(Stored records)
--- START ---
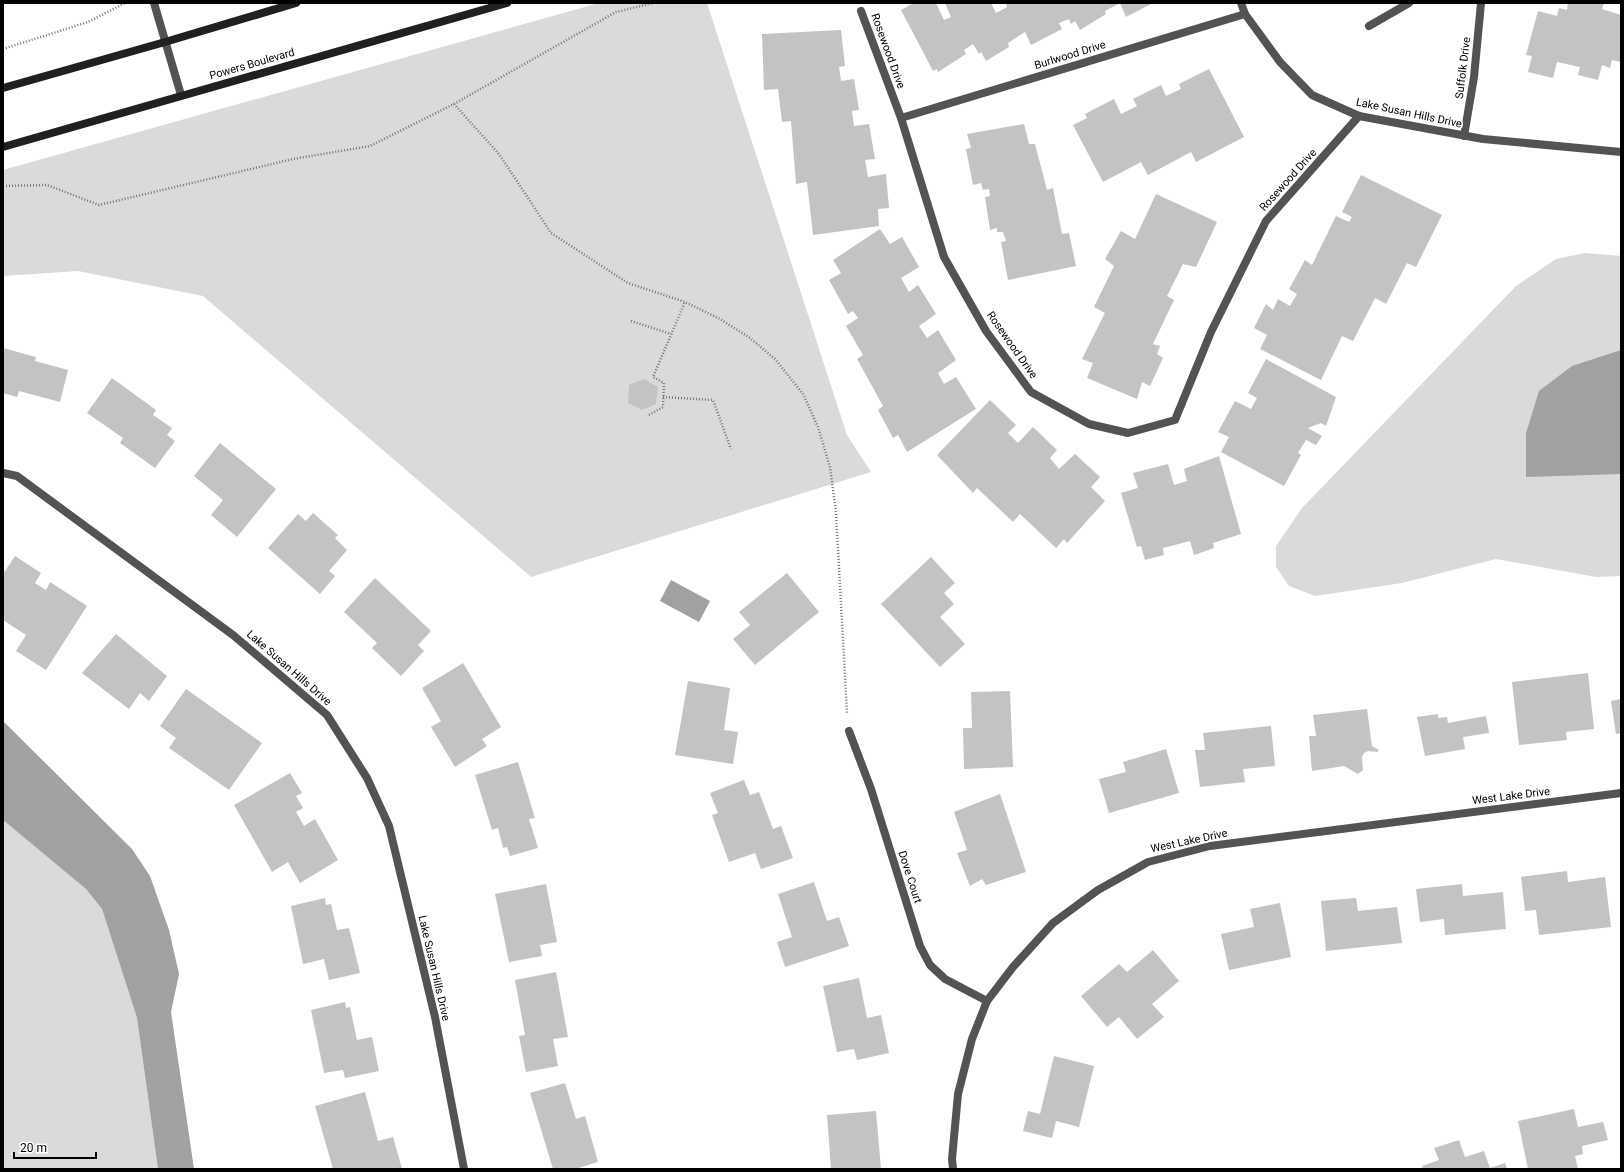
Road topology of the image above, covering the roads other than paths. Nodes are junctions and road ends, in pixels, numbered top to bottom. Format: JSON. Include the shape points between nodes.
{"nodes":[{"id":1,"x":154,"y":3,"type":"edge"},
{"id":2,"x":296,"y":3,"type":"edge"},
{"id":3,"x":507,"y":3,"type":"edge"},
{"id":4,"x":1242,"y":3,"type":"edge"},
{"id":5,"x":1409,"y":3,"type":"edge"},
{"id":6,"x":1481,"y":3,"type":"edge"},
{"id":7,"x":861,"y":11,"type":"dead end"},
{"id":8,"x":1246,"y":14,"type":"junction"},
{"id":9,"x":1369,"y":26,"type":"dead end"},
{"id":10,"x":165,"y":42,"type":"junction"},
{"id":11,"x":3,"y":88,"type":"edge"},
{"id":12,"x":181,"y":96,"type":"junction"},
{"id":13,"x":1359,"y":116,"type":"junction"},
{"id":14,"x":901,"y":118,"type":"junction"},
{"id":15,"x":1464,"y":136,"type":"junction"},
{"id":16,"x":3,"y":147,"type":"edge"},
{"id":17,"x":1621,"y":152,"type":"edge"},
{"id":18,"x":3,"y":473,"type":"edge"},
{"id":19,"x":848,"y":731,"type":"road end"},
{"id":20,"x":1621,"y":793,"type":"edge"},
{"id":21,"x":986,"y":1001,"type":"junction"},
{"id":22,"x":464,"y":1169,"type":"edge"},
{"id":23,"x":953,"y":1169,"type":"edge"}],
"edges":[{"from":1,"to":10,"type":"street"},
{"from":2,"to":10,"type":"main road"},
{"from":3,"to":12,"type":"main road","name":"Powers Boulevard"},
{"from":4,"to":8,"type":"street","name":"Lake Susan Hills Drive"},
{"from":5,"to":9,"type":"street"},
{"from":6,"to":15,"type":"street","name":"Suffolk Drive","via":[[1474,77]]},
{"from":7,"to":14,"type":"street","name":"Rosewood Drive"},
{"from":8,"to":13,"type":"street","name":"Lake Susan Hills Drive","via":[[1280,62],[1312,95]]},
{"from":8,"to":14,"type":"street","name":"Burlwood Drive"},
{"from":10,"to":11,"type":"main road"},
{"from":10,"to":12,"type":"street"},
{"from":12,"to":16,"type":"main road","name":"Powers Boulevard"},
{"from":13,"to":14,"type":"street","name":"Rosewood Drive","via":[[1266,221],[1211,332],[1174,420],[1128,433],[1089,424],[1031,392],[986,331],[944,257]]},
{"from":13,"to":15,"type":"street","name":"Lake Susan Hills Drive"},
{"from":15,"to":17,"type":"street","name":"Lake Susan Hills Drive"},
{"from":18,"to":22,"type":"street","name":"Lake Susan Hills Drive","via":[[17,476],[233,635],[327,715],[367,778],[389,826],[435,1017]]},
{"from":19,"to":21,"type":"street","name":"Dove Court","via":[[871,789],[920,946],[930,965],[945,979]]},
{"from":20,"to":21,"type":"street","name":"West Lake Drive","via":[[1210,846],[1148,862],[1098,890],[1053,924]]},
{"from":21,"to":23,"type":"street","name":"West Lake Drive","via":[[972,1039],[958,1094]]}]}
--- END ---
**Try it**. Every line above should be reproduced exactly, please, with no pictures included.

**Response for this exercise**.
Road topology of the image above, covering the roads other than paths. Nodes are junctions and road ends, in pixels, numbered top to bottom. Format: JSON. Include the shape points between nodes.
{"nodes":[{"id":1,"x":154,"y":3,"type":"edge"},
{"id":2,"x":296,"y":3,"type":"edge"},
{"id":3,"x":507,"y":3,"type":"edge"},
{"id":4,"x":1242,"y":3,"type":"edge"},
{"id":5,"x":1409,"y":3,"type":"edge"},
{"id":6,"x":1481,"y":3,"type":"edge"},
{"id":7,"x":861,"y":11,"type":"dead end"},
{"id":8,"x":1246,"y":14,"type":"junction"},
{"id":9,"x":1369,"y":26,"type":"dead end"},
{"id":10,"x":165,"y":42,"type":"junction"},
{"id":11,"x":3,"y":88,"type":"edge"},
{"id":12,"x":181,"y":96,"type":"junction"},
{"id":13,"x":1359,"y":116,"type":"junction"},
{"id":14,"x":901,"y":118,"type":"junction"},
{"id":15,"x":1464,"y":136,"type":"junction"},
{"id":16,"x":3,"y":147,"type":"edge"},
{"id":17,"x":1621,"y":152,"type":"edge"},
{"id":18,"x":3,"y":473,"type":"edge"},
{"id":19,"x":848,"y":731,"type":"road end"},
{"id":20,"x":1621,"y":793,"type":"edge"},
{"id":21,"x":986,"y":1001,"type":"junction"},
{"id":22,"x":464,"y":1169,"type":"edge"},
{"id":23,"x":953,"y":1169,"type":"edge"}],
"edges":[{"from":1,"to":10,"type":"street"},
{"from":2,"to":10,"type":"main road"},
{"from":3,"to":12,"type":"main road","name":"Powers Boulevard"},
{"from":4,"to":8,"type":"street","name":"Lake Susan Hills Drive"},
{"from":5,"to":9,"type":"street"},
{"from":6,"to":15,"type":"street","name":"Suffolk Drive","via":[[1474,77]]},
{"from":7,"to":14,"type":"street","name":"Rosewood Drive"},
{"from":8,"to":13,"type":"street","name":"Lake Susan Hills Drive","via":[[1280,62],[1312,95]]},
{"from":8,"to":14,"type":"street","name":"Burlwood Drive"},
{"from":10,"to":11,"type":"main road"},
{"from":10,"to":12,"type":"street"},
{"from":12,"to":16,"type":"main road","name":"Powers Boulevard"},
{"from":13,"to":14,"type":"street","name":"Rosewood Drive","via":[[1266,221],[1211,332],[1174,420],[1128,433],[1089,424],[1031,392],[986,331],[944,257]]},
{"from":13,"to":15,"type":"street","name":"Lake Susan Hills Drive"},
{"from":15,"to":17,"type":"street","name":"Lake Susan Hills Drive"},
{"from":18,"to":22,"type":"street","name":"Lake Susan Hills Drive","via":[[17,476],[233,635],[327,715],[367,778],[389,826],[435,1017]]},
{"from":19,"to":21,"type":"street","name":"Dove Court","via":[[871,789],[920,946],[930,965],[945,979]]},
{"from":20,"to":21,"type":"street","name":"West Lake Drive","via":[[1210,846],[1148,862],[1098,890],[1053,924]]},
{"from":21,"to":23,"type":"street","name":"West Lake Drive","via":[[972,1039],[958,1094]]}]}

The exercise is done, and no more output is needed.